💚Was there any wisdom, any words of clarity about how to handle grief in the Buddhist scriptures or in a good teacher's interpretation? Is grief a unique mind state? Is it lobha based?
AN 5:49 tells of how King Pasenadi happened to be in the Buddha’s presence when one of his courtiers came and whispered into his ear that his favorite queen, Mallikā, had just died. Overcome with shock and sorrow, the king could do nothing but sit there brooding, his shoulders drooping, at a loss for words.
The Buddha’s immediate response was to teach him three things to do to manage his grief. The first was to reflect on the universality of loss. No one anywhere, no matter how powerful, can arrange for what is subject to change not to change, or for what is subject to death not to die. To the extent that there are beings—past, present, and future—change and death happen to all of them. This thought helps take some of the personal sting out of the loss, allowing you to acquiesce to what has happened and not to waste energy in trying to undo what can’t be undone.
The second step the Buddha taught to the king was that as long as he saw that traditional funeral observances performed a useful function in giving skillful expression to his sense of loss and to his appreciation for the person now gone, he should arrange them. The Buddha never advocated that his listeners try to smother their grief with feigned indifference. As long as they felt a need to express their loss, they should try to do it in a skillful and healing way.
Among the observances he mentioned as potentially useful were eulogies, donations, and the recital of wise sayings. These three activities have since formed the core of funeral observances in many Buddhist traditions. If you actually want to help the person who has passed on, you make gifts and do good in other ways. Then you dedicate the merit to your loved one. To heal the wound in your heart, and to encourage goodness in the people still alive, you express your appreciation for your loved one’s goodness. To remind you of the continued value of Dhamma practice, you listen to passages of Dhamma. Weeping and wailing accomplish none of this. They destroy your health, cause distress to those who love you, and please those who hate or despise you.
The Buddha mentioned this last point as motivation for gathering energy for the third step, which is to remind yourself that there are still good things to accomplish in life. For the sake of your true well-being and that of others, once you’ve skillfully expressed your appreciation for your loved one, you need to get back to the good work that the loss has interrupted.
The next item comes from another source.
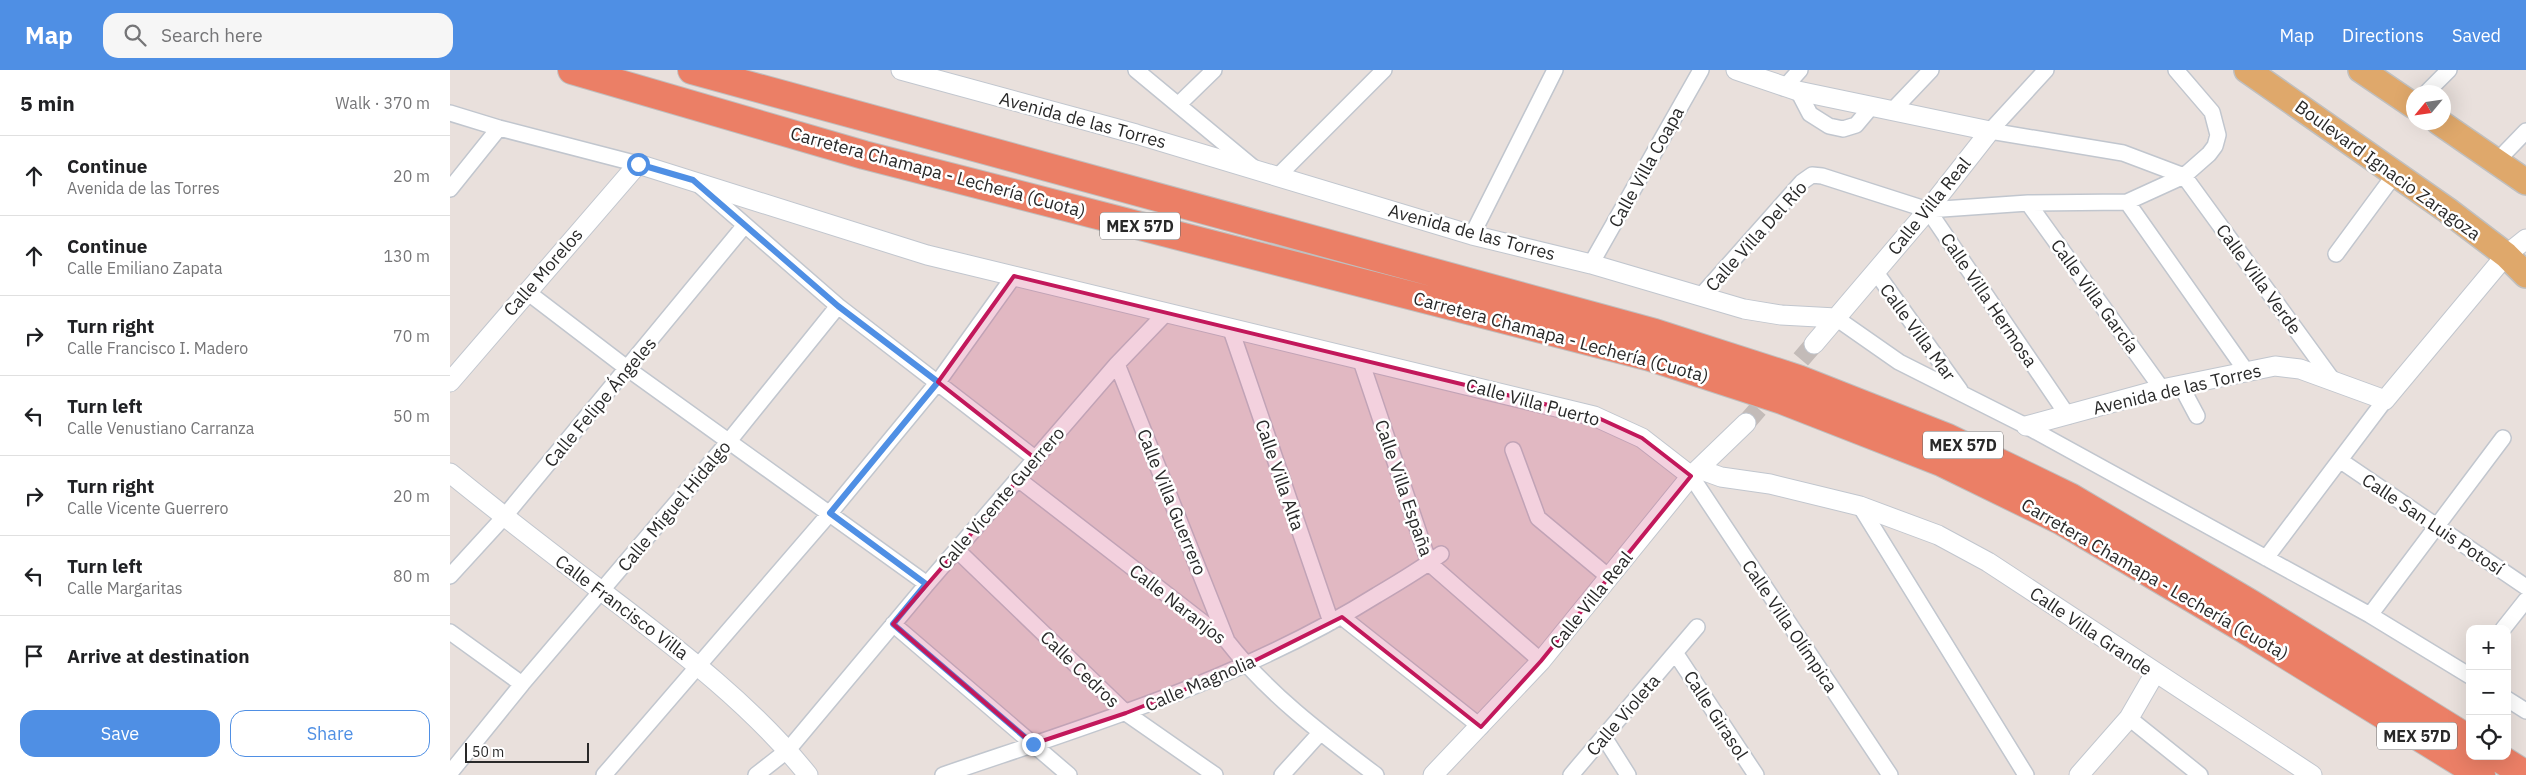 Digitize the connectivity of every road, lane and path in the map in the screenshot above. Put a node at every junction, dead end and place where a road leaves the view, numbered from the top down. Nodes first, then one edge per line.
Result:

The Buddha gave just an outline explanation of these three steps to Pasenadi, perhaps assuming that the king would know how to fill in the details, especially for steps one and three. But our discussion in Chapters Three and Six should allow us to fill in the details ourselves.
With regard to the first step, reflecting on the universality of loss: In light of the practice of the brahmavihāras, when you think of all the beings everywhere who have suffered loss, the obvious response should be compassion. When you think of how unavoidable and pervasive loss is throughout the cosmos, it helps to broaden your heart and to enlarge your compassion for the suffering of others. At the same time, the act of broadening your perspective on others’ loss and grief helps you gain some distance from your own. You pull out of your grief, not by denying it—for that would be inhumane—but by turning it into a more healing, expansive, and uplifting emotion, one that acknowledges suffering but, instead of being swallowed up by it, allows the mind to grow larger than its sufferings and to manage a more ennobling and nourishing response to them.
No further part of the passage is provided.